Well if you want to go beef and something you haven't done you could do a cow tongue and then make tacos out of it!!!

Mmmmmmm beef tongue is sooooo good!


----------



## theyankeesmoker (Jun 17, 2017)

You guys are geniuses. I'll be doing chuck roast now this weekend, along with pulled pork brisket, and ribs.


----------



## natej (Jun 17, 2017)

What to smoke.. prob the most pondered question by myself and many others im sure! If you ever feel the need to try something different, try beef cheeks, they have the texture of brisket point, loads of connective tissue, beautiful beefy flavor and cant beat the price!


----------



## r2 builders (Jun 17, 2017)

Picked up a 3lb Chuck roast.
Rubbed it with W sauce and spog.













2017-06-17-10-51-20.jpg



__ r2 builders
__ Jun 17, 2017






In the offset around 11am.

4 hour mark.













2017-06-17-16-18-09.jpg



__ r2 builders
__ Jun 17, 2017






Into a foil pan at 160 degrees with Apple juice, bourbon and W sauce.
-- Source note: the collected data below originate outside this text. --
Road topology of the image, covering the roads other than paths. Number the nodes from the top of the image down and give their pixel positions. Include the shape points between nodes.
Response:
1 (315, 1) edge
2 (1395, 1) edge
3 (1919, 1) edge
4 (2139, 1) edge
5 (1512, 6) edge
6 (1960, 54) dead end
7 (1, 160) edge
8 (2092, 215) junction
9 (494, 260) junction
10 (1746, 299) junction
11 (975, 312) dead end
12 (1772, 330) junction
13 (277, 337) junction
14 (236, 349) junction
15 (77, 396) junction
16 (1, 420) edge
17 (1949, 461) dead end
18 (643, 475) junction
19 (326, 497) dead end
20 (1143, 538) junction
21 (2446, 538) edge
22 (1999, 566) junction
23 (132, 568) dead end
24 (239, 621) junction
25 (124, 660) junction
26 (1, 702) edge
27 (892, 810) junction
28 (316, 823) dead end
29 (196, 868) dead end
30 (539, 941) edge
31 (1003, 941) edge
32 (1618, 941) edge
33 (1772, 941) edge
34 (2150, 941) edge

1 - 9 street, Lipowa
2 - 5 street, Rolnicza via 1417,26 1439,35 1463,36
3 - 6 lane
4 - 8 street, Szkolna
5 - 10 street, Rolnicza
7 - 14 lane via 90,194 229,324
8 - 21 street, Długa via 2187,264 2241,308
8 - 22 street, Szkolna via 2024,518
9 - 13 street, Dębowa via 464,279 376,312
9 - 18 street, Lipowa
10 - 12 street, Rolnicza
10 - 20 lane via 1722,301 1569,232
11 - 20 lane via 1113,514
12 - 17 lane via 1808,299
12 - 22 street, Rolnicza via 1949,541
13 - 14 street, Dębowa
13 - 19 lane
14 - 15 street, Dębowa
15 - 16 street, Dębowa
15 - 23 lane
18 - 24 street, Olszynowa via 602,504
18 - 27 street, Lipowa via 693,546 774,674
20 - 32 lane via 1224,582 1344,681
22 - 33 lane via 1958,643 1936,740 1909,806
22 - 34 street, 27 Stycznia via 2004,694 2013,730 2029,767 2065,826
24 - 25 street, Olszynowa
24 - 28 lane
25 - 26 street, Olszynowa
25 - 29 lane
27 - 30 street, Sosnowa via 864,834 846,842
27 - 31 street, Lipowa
Out of the smoker at 191 degrees to rest.

Final results.













2017-06-17-19-31-14.jpg



__ r2 builders
__ Jun 17, 2017






Plated with boiled red potatoes and asparagus. 













2017-06-17-19-35-08.jpg



__ r2 builders
__ Jun 17, 2017






The Chuckie came out really good!
Moist, tender and tasty.

Very happy with the whole smoke.

r2


----------



## r2 builders (Jun 17, 2017)

More info I should have included:

Offset smoker.
Used the minion method with kingsford charcoal and mesquite lump charcoal.
Kept the cook chamber around 280 degrees.
Total smoke time was around 7 hours.
Used a Thermo pro TP08 dual probe.
Can't think of anything else pertinent to the smoke.
Let me know if there are any questions.

r2


----------



## sauced (Jun 18, 2017)

Nice job....Looks delicious!


----------



## r2 builders (Jun 18, 2017)

Thanks!
It was very tasty!

r2


----------



## theyankeesmoker (Jun 18, 2017)

Alright, brisket and pulled pork today.













20170618_162308.jpg



__ theyankeesmoker
__ Jun 18, 2017


















20170618_162306.jpg



__ theyankeesmoker
__ Jun 18, 2017


















20170618_121108.jpg



__ theyankeesmoker
__ Jun 18, 2017


















20170618_081615.jpg



__ theyankeesmoker
__ Jun 18, 2017


















20170617_202146.jpg



__ theyankeesmoker
__ Jun 18, 2017


















20170617_200823.jpg



__ theyankeesmoker
__ Jun 18, 2017


----------



## b-one (Jun 18, 2017)

Looks tasty,li love boiled redskins!


----------



## r2 builders (Jun 18, 2017)

Thanks mucho.

Not sure why there is a Brisket reply to my thread?


----------



## r2 builders (Jun 18, 2017)

Thanks mucho.

Not sure why there is a Brisket and pulled pork reply to my thread?


----------



## r2 builders (Jun 18, 2017)

Must be what meat Yankee is smoking this weekend.


----------



## theyankeesmoker (Jun 18, 2017)

r2 Builders said:


> Thanks mucho.
> 
> Not sure why there is a Brisket and pulled pork reply to my thread?



Don't know about anyone else, but I get too excited about my meat I post by compulsion. Apologies if I offended


----------



## r2 builders (Jun 18, 2017)

No offense taken at all, not a bit.
I was just curious.


----------